» **Extracted data**
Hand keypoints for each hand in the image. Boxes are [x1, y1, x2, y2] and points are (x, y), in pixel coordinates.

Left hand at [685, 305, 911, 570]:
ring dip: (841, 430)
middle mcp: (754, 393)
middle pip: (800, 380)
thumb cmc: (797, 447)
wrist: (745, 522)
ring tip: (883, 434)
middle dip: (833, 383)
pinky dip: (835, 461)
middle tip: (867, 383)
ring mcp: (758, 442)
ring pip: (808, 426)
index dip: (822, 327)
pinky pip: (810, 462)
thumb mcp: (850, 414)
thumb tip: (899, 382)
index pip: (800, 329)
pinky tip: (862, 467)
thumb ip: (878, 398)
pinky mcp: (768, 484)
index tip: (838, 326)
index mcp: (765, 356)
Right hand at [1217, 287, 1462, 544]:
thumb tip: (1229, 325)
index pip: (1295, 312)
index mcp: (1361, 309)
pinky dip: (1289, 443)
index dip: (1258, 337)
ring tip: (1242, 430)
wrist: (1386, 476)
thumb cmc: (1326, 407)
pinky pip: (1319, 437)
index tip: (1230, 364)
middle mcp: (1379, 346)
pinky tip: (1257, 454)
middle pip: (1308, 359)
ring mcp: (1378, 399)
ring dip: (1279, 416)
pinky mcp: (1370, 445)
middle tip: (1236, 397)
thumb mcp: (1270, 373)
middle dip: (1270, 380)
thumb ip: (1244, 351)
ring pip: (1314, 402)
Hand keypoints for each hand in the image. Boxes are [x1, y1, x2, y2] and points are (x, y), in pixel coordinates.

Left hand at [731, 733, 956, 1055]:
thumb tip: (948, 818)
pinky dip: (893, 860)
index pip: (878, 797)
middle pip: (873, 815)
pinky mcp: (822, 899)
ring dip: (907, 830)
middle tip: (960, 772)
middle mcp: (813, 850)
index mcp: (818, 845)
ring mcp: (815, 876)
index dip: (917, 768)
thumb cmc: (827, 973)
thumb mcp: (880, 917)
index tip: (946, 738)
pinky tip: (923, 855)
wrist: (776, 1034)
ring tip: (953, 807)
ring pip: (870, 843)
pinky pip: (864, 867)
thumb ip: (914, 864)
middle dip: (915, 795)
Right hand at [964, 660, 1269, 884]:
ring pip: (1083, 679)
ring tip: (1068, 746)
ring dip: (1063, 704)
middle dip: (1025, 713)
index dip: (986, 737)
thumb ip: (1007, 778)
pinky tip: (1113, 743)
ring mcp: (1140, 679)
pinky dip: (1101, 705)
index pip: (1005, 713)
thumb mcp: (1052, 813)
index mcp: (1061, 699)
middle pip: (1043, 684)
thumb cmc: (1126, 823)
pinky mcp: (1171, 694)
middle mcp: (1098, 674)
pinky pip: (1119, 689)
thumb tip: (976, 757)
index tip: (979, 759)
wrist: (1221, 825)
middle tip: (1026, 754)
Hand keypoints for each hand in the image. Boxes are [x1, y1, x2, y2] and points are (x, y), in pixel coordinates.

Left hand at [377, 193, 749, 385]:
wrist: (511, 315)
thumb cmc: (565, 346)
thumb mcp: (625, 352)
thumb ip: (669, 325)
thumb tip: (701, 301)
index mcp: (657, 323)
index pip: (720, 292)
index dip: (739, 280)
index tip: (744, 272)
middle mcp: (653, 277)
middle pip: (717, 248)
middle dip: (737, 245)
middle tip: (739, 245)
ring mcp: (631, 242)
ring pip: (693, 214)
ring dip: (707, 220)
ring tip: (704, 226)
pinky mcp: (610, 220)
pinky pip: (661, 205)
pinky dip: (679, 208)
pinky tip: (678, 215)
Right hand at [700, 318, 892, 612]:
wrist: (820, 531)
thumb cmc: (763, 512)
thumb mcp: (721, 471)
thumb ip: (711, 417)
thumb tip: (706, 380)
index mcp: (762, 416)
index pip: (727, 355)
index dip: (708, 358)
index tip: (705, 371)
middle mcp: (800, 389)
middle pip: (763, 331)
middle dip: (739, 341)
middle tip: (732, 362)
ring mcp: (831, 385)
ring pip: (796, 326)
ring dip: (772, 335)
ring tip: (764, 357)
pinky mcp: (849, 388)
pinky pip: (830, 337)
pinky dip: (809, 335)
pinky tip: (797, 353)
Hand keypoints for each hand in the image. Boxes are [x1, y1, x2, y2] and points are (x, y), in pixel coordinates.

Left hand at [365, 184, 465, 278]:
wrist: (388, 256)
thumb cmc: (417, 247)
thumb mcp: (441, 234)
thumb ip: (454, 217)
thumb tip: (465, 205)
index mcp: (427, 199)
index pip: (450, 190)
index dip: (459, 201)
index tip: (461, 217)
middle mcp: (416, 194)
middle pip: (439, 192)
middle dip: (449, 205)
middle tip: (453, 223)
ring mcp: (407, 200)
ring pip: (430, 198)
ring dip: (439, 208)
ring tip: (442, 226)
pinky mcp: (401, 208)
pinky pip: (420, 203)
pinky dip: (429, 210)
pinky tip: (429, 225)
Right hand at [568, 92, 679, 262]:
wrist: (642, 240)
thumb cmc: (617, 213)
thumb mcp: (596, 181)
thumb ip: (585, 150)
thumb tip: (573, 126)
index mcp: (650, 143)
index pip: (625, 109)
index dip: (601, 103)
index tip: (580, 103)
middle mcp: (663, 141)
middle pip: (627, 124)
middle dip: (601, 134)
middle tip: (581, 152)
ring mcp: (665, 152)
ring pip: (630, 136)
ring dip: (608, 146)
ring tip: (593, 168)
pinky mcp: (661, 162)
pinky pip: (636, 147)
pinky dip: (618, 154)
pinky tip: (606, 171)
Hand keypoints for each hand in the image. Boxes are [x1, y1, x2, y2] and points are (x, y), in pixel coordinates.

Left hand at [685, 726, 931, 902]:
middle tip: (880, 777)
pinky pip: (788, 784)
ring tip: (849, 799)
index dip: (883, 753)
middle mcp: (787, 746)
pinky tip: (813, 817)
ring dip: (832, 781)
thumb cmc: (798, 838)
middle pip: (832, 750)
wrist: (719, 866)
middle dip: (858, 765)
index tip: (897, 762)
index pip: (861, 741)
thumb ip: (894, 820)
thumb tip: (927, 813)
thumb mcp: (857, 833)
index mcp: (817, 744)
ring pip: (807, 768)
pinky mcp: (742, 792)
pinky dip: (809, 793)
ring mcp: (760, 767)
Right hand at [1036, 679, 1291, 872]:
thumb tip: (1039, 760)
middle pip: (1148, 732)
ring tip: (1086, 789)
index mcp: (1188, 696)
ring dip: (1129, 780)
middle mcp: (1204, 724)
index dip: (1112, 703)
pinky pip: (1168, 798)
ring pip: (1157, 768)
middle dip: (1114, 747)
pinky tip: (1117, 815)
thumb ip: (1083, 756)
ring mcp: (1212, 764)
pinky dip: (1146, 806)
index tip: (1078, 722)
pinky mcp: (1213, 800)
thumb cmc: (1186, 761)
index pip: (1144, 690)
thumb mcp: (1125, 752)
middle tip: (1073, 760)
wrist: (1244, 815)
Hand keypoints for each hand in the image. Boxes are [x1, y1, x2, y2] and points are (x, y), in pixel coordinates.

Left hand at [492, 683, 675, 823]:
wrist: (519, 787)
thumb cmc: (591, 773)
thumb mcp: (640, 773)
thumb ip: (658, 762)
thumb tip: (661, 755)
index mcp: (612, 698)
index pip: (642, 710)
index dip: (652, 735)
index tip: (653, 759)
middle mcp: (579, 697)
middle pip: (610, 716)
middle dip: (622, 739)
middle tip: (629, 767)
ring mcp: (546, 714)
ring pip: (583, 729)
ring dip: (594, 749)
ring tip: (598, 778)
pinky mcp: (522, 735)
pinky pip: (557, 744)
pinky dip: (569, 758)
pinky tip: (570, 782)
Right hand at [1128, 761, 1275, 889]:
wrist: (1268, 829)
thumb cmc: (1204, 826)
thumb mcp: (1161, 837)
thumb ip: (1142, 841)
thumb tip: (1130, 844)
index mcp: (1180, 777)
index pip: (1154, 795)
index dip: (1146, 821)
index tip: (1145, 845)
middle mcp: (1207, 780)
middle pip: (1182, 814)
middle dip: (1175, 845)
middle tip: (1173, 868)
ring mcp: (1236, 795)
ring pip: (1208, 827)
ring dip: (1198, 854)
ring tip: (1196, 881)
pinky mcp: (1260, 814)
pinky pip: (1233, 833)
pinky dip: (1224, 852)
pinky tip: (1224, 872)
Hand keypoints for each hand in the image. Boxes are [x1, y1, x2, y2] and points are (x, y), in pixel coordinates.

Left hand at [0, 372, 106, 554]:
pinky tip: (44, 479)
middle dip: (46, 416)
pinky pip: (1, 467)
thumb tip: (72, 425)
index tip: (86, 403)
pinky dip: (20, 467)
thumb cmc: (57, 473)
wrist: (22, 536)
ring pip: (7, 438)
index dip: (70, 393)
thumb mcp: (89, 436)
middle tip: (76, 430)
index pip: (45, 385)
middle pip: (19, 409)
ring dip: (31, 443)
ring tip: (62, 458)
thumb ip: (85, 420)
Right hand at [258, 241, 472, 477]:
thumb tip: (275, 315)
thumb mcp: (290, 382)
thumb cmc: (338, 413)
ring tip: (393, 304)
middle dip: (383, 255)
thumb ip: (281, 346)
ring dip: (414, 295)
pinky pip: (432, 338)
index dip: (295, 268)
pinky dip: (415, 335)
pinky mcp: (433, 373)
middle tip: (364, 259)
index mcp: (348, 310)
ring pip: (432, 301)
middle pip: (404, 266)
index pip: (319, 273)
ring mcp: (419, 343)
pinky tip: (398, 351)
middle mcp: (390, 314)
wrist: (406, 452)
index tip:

» **Exercise objective**
From the material above, set down exactly the lines starting at the one with "ring pip: (630, 136)" and ending at the one with "middle tip: (880, 777)", end lines included.

» **Your solution**
ring pip: (630, 136)
ring dip: (608, 146)
ring tip: (593, 168)
pinky mcp: (661, 162)
pinky pip: (636, 147)
pinky dip: (618, 154)
pinky tip: (606, 171)
Hand keypoints for each hand in the image. Boxes are [x1, y1, x2, y2] and points are (x, y), in pixel coordinates.

Left hand at [685, 726, 931, 902]:
middle tip: (880, 777)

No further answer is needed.